▸ **Your goal**: Find how many lines of the records below contain the word "Heinestraße" and write that number by itself.

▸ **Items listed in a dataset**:
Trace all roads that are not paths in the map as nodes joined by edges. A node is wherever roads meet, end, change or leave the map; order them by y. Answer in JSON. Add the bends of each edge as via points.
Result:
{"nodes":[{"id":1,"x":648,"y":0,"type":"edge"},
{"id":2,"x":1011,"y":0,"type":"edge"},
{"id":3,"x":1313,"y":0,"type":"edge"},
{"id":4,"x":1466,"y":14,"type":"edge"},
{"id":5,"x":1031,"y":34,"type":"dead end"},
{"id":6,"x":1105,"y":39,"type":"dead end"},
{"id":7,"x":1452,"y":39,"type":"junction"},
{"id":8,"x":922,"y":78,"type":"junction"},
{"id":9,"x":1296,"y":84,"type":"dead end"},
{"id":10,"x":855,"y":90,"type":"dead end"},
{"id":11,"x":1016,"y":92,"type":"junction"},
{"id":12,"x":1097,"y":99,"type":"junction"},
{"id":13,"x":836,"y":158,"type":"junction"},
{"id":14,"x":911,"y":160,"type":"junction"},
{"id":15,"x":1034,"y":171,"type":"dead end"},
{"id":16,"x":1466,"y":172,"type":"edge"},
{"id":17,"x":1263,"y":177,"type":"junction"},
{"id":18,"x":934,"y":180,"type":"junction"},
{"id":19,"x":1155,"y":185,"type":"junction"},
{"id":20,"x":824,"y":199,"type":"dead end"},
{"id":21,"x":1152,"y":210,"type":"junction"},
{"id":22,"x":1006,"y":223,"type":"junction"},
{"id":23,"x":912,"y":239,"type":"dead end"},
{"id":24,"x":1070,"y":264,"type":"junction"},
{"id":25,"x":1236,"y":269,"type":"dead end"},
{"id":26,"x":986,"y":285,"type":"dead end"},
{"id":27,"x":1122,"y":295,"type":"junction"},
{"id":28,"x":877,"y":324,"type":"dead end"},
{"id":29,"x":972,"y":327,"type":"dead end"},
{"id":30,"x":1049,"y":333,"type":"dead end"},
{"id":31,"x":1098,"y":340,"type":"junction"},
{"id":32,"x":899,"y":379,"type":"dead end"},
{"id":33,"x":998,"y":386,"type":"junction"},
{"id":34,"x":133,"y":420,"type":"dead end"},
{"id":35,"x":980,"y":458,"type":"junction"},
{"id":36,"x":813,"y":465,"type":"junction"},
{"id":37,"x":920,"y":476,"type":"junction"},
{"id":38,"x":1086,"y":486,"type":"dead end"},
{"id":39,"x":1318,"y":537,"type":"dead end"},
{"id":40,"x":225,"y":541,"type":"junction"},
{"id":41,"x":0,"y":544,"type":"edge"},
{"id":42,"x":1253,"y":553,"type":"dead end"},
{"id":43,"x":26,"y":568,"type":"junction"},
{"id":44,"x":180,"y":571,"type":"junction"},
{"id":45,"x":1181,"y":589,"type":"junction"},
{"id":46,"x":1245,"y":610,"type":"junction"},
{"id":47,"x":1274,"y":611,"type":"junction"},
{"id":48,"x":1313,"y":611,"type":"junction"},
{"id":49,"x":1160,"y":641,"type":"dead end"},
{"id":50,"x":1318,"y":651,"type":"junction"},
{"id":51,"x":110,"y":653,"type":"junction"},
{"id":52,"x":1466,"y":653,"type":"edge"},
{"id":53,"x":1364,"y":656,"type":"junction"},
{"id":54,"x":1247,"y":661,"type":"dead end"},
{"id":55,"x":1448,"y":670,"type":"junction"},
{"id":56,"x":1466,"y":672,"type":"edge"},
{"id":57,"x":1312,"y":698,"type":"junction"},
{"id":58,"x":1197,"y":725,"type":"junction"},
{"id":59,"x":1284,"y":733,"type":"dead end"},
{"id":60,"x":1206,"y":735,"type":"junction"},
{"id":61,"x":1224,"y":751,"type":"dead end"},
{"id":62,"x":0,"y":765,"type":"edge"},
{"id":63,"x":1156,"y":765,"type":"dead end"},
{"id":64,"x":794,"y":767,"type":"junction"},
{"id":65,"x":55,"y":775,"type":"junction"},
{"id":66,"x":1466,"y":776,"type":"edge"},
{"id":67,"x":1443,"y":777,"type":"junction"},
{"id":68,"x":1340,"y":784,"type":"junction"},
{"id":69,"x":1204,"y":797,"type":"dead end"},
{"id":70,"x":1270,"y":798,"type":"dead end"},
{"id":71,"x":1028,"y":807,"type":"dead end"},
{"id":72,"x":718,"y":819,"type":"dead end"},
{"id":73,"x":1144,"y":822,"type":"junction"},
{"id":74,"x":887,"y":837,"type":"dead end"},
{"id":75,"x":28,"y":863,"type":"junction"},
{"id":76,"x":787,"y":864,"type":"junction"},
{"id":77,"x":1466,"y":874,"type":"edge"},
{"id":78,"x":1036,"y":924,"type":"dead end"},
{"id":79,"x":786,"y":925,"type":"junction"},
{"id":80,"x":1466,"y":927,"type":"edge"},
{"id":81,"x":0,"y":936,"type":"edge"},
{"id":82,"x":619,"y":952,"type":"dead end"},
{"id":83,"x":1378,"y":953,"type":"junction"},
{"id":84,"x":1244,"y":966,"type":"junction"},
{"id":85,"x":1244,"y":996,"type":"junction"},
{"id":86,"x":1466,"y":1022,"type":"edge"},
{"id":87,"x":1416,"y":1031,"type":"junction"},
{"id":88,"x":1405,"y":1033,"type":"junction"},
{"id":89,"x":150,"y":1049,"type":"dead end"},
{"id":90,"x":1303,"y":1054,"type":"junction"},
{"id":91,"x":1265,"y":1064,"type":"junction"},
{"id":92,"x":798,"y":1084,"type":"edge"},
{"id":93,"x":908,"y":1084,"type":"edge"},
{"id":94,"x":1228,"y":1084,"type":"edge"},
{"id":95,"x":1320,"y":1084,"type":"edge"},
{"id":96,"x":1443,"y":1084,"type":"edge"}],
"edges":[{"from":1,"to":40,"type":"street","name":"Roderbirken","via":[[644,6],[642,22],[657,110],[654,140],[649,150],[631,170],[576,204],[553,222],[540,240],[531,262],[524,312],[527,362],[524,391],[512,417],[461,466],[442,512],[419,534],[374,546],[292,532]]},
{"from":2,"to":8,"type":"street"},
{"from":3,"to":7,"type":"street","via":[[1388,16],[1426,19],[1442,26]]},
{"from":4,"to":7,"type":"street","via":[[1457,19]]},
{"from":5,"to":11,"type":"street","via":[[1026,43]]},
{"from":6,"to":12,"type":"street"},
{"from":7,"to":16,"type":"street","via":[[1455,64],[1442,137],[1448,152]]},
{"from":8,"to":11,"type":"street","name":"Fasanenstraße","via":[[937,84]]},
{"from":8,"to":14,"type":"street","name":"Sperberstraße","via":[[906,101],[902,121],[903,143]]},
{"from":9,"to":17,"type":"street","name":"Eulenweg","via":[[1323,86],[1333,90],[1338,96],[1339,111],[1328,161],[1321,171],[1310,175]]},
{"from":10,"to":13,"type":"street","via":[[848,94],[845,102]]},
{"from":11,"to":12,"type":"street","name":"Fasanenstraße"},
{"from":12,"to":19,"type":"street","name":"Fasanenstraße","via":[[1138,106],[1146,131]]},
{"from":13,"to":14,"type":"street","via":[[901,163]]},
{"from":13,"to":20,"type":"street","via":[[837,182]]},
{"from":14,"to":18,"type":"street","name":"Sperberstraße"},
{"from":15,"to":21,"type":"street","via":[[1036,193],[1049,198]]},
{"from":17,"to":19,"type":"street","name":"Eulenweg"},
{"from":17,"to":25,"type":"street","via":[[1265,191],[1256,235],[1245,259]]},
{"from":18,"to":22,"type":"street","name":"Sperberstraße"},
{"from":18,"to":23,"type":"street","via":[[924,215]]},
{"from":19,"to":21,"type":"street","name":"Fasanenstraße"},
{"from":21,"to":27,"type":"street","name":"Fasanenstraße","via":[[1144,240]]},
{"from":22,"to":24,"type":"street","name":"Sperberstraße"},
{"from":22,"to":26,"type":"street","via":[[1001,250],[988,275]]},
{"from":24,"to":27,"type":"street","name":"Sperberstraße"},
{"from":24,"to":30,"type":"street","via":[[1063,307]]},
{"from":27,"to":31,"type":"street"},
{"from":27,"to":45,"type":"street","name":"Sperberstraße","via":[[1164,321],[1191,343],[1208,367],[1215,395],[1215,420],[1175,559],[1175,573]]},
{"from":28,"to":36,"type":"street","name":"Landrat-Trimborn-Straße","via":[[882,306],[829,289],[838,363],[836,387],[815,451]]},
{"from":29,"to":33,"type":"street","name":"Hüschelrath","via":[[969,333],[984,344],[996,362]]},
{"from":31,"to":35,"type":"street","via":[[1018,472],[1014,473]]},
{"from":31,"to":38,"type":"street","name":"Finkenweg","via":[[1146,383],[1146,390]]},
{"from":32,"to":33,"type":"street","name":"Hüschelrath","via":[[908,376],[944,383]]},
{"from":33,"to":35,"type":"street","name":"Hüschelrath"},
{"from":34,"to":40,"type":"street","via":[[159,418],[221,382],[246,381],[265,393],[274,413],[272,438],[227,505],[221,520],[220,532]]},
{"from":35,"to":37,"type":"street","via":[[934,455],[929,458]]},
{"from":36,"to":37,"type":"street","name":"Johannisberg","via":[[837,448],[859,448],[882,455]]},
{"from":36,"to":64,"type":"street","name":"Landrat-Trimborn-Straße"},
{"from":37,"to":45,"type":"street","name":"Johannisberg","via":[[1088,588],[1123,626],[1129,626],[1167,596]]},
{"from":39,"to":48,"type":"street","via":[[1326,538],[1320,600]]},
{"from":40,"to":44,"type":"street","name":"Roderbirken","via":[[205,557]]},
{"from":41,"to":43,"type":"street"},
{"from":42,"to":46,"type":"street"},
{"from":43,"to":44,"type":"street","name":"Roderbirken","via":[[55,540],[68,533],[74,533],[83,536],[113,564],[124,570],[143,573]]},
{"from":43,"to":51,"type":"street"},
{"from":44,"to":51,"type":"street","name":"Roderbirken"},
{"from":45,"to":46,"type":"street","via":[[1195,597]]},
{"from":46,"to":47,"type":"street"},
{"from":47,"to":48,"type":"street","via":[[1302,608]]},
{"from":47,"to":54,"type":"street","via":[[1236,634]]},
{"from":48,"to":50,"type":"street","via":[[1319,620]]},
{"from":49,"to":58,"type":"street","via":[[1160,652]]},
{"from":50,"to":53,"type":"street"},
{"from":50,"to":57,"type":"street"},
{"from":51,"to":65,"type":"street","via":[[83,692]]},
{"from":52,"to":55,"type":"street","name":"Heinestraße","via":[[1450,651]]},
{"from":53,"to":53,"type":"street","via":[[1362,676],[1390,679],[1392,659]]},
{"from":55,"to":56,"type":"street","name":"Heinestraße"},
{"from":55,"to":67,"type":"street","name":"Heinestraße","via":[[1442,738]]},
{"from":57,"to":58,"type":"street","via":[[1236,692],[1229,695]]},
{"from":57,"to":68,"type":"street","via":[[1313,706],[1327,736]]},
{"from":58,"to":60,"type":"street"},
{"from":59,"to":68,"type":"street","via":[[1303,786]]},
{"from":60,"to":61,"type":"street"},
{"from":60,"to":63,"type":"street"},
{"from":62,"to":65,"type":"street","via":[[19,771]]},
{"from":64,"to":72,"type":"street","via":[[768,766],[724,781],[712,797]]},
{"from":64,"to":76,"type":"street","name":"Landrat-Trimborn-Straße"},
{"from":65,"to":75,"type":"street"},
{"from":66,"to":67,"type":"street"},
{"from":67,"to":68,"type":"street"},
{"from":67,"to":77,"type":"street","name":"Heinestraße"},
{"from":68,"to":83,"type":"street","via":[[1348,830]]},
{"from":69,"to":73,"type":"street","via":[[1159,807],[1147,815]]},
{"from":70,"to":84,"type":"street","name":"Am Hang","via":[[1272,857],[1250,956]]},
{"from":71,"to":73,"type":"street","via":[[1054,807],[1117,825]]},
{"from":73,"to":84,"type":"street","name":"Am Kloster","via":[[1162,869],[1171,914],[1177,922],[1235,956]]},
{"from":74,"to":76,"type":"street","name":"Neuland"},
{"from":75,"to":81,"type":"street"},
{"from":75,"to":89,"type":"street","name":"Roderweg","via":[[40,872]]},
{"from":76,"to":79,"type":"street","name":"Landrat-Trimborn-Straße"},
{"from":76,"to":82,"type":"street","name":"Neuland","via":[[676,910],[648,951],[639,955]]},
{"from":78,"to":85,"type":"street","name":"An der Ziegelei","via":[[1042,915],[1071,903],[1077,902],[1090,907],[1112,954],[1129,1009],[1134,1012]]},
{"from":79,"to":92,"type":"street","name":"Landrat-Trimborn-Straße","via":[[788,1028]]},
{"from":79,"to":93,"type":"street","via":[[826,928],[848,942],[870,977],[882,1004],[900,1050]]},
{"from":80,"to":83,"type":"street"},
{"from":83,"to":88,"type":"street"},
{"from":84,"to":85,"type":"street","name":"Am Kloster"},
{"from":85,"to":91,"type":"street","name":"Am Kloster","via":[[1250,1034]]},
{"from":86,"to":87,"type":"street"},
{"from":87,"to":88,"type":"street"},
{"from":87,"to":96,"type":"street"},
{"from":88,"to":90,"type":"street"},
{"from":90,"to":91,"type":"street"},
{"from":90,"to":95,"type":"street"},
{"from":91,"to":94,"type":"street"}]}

▸ **Exercise response**: 4